Discussion in 'Parents of Children with Type 1' started by Lakeman, Mar 6, 2012.

  1. Lakeman

    Lakeman Approved members

    Nov 10, 2010
    I remember seeing it on here, that is, a medicine for throwing up. I think it was a prescription and everyone said it was great. I have just done a search for it but could not find it. So what is the name of the stuff, please? Is it the same as Emetrol (Phosphoric acid)? Has anyone used Emetrol and does it work well enough?

    (Just got some Emitrol for my non-diabetic son and maybe it worked? But wanted to have some in the house for my DD just in case)
  2. Lee

    Lee Approved members

    Oct 5, 2006
  3. HBMom

    HBMom Approved members

    Jan 29, 2008
    We find it is best to get the Orally Disintegrating Tablets (of Zofran) if you can.
  4. BittysMom

    BittysMom Approved members

    Aug 21, 2011
    We just got the generic version of Zofran (the pill dissolved in her mouth). Not sure if her vomiting was already stopping, or if the pill did it but either way I'm glad to have it around.
  5. MommaKat

    MommaKat Approved members

    Sep 2, 2011
    There are a few, and for the general pediatric population, there is lot of controversy (in health care) about the safety and wisdom in prescribing antiemetic / anti nausea medications. Zofran (ondansetron) has the greatest number of research studies regarding efficacy, particularly oral disintegrating tabs. Phenergan (promethazine) has also been shown to be effective, and is usually prescribed as a suppository, though tabs are available, and it isn't considered safe in kids under 2. Reglan and compazine can also be effective, but are much less often prescribed for kids or for gastroenteritis (stomach bugs.) The problem with all anti nausea meds is that they were developed to be given in anticipation of nausea. That's why zofran is sometimes given in a double dose, though it's really supposed to be two full doses separated by 30 minutes, and subsequent doses spread much further apart.

    The goal with anti nausea meds is to avoid dehydration, so if you can get your kiddo to keep down OTC meds that are anti nausea, that's preferred since anti nausea meds do have side effects. Most common is worsening diarrhea. Benadryl is an antihistamine that has anti nausea properties, but again there are safe dosing considerations, and certain regular sodas (i.e. gingerale) have syrups that are naturally antiemetic (see, not just an old wives' tale).

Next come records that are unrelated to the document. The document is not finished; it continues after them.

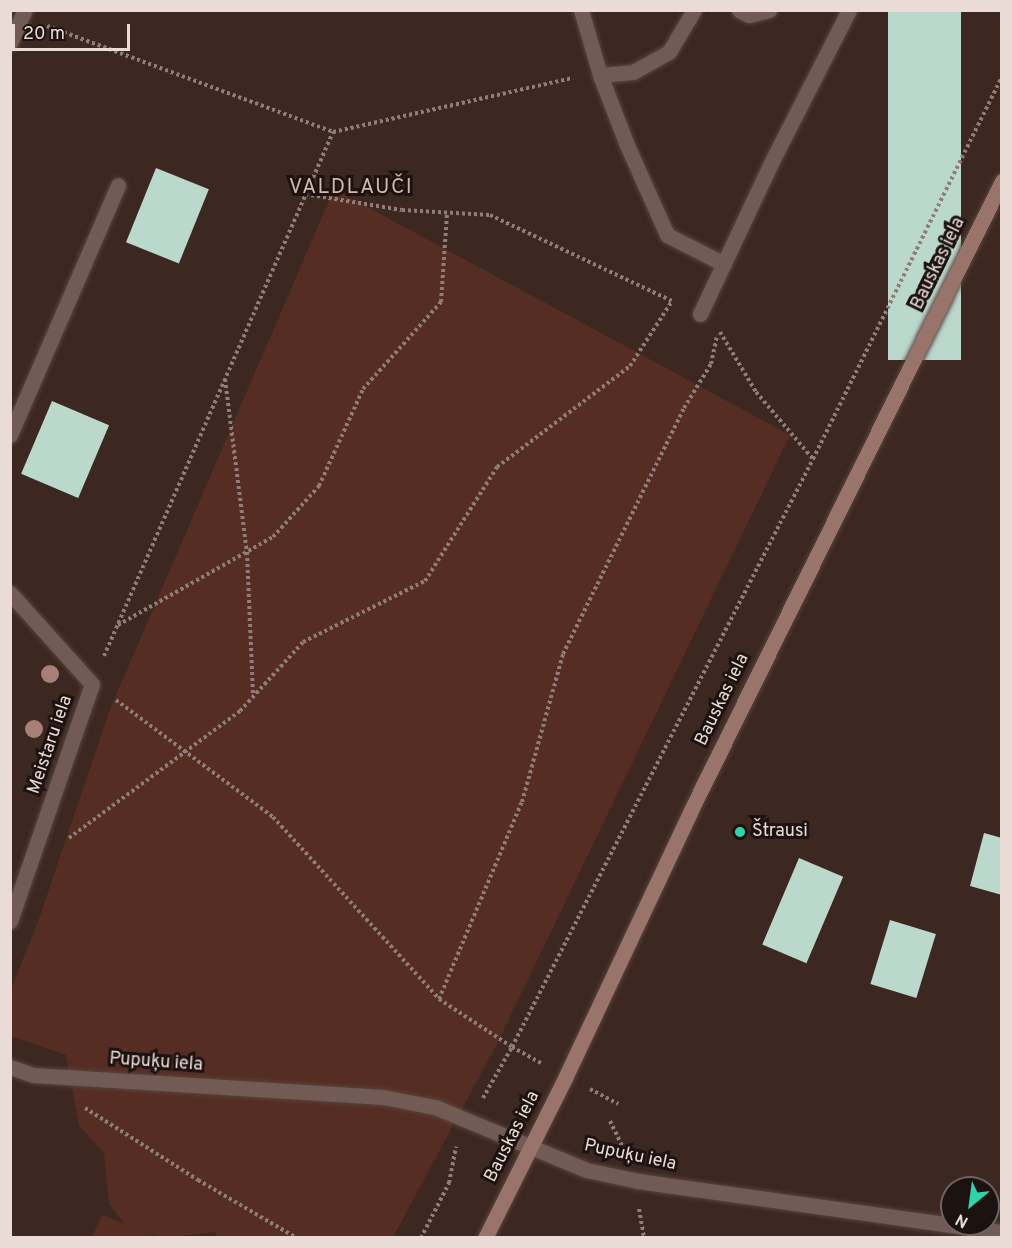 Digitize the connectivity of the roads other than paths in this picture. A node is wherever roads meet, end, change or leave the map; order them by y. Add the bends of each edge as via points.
1 (581, 10) edge
2 (694, 10) edge
3 (738, 10) edge
4 (769, 10) edge
5 (849, 10) edge
6 (23, 14) edge
7 (10, 43) edge
8 (600, 75) junction
9 (1002, 181) edge
10 (118, 185) dead end
11 (724, 264) junction
12 (700, 314) road end
13 (10, 435) edge
14 (10, 593) edge
15 (10, 921) edge
16 (10, 1066) edge
17 (529, 1146) junction
18 (1002, 1232) edge
19 (485, 1238) edge

1 - 8 street
2 - 8 street via 669,52 633,72
3 - 4 street via 749,15
5 - 11 street
6 - 7 street
8 - 11 street via 668,236
9 - 17 main road, Bauskas iela
10 - 13 street
11 - 12 street
14 - 15 street, Meistaru iela via 92,684
16 - 17 street, Pupuķu iela via 33,1075 382,1097 435,1107
17 - 18 street, Pupuķu iela via 586,1170 638,1181
17 - 19 main road, Bauskas iela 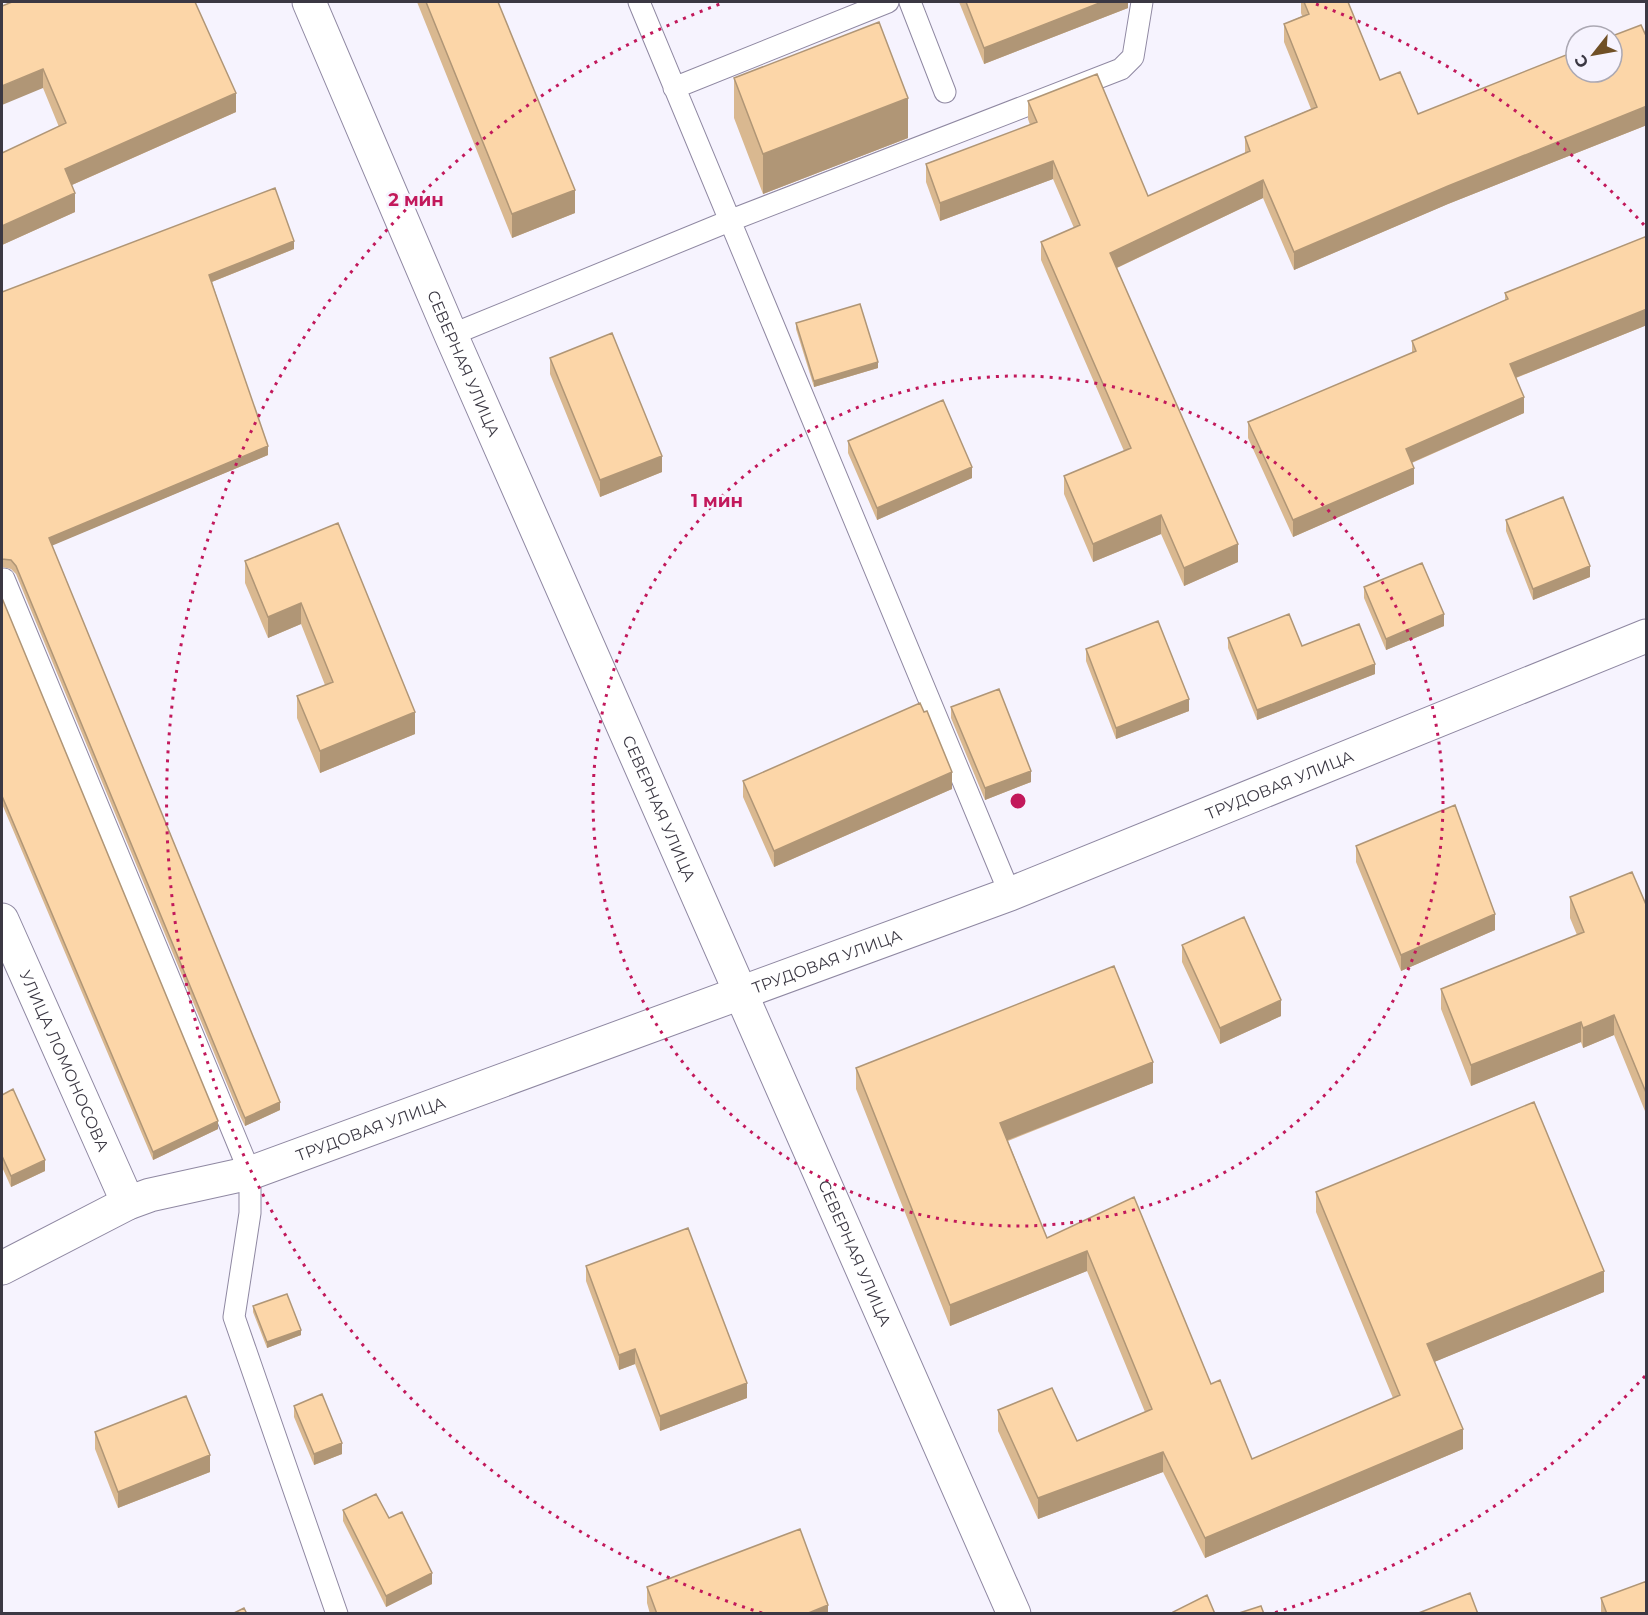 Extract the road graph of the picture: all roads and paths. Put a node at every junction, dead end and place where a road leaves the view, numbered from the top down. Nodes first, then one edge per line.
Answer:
1 (309, 2) edge
2 (639, 2) edge
3 (888, 2) edge
4 (910, 2) edge
5 (1142, 2) edge
6 (675, 88) junction
7 (945, 92) dead end
8 (729, 221) junction
9 (451, 335) junction
10 (4, 579) dead end
11 (1647, 636) edge
12 (1010, 894) junction
13 (2, 920) edge
14 (741, 992) junction
15 (250, 1173) junction
16 (128, 1203) junction
17 (2, 1268) edge
18 (337, 1614) edge
19 (1014, 1614) edge

1 - 9 street, СЕВЕРНАЯ УЛИЦА
2 - 6 lane
3 - 6 lane
4 - 7 lane
5 - 8 lane
6 - 8 lane
8 - 9 lane
8 - 12 lane
9 - 14 street, СЕВЕРНАЯ УЛИЦА
10 - 15 lane
11 - 12 street, ТРУДОВАЯ УЛИЦА
12 - 14 street, ТРУДОВАЯ УЛИЦА
13 - 16 street, УЛИЦА ЛОМОНОСОВА
14 - 15 street, ТРУДОВАЯ УЛИЦА
14 - 19 street, СЕВЕРНАЯ УЛИЦА
15 - 16 street, ТРУДОВАЯ УЛИЦА
15 - 18 lane
16 - 17 street, ТРУДОВАЯ УЛИЦА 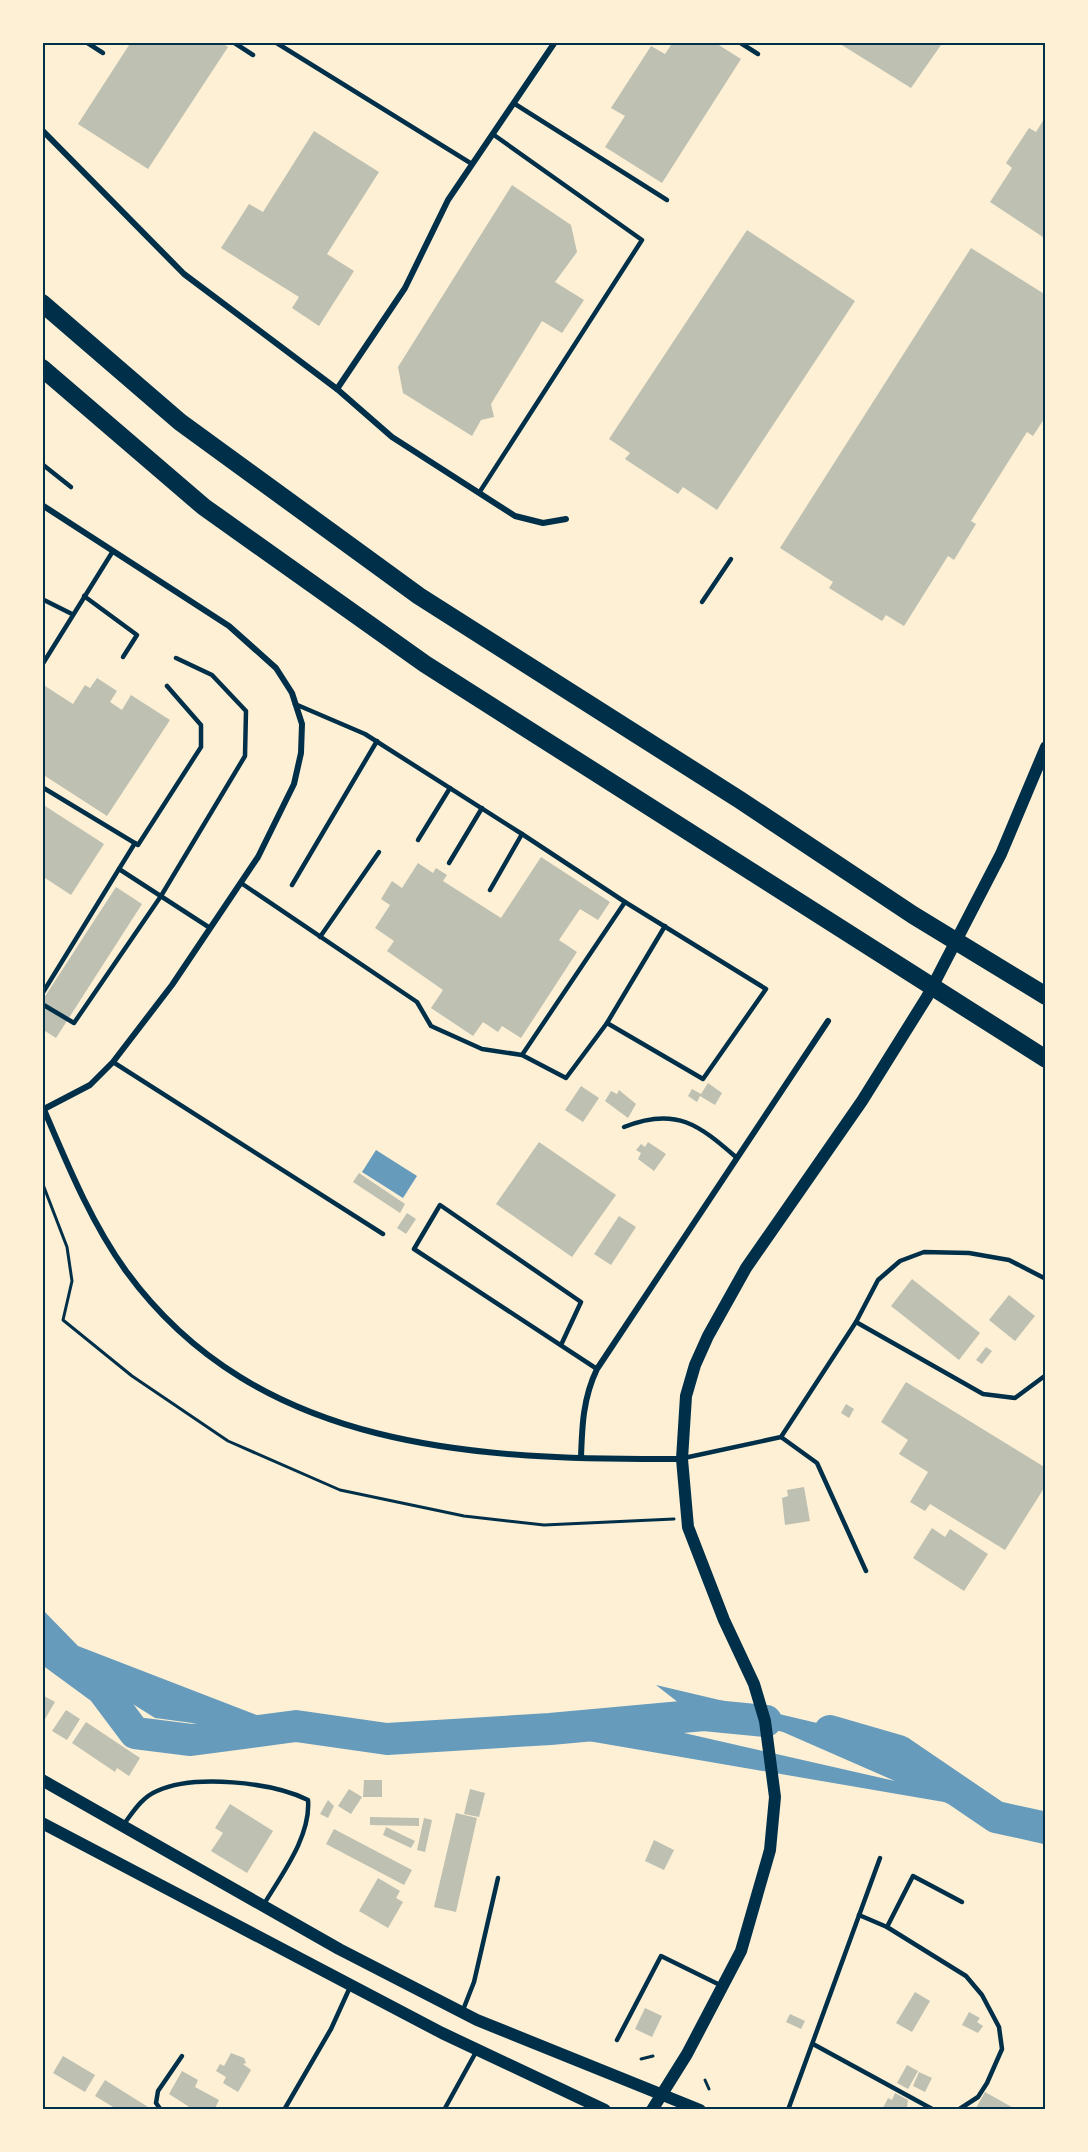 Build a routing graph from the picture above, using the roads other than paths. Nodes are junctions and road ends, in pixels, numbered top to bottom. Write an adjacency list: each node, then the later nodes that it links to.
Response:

    Recently there was a shortage of zofran in the news and stories about pediatric cancer patients not receiving it prior to chemotherapy, so there's likely some resistance to prescribing it right now. For our kiddos though, if nothing is working in terms of keeping fluids down, and hospitalization looks inevitable, the publication that was circulated with prescribing guidelines during the shortage does allow MDs to prescribe it for T1D kids with gastroenteritis. How well zofran works varies person to person, some people love it, others say it's worthless. Personally, I prefer phenergan (promethazine), but I've been able to talk our ped into prescribing the tabs. It does have extreme sleepiness as a side effect, and can cause bizarre dreams. A friend whose teen has cancer prefers compazine because he can get the transdermal patch that he places behind his ear, but I've never found it that helpful with stomach bugs.
  6. RacerWife7

    RacerWife7 Approved members

    Apr 7, 2011
    We use Ondanestron. ...But, something tells me it's the same as Zofran - maybe the generic equivalent???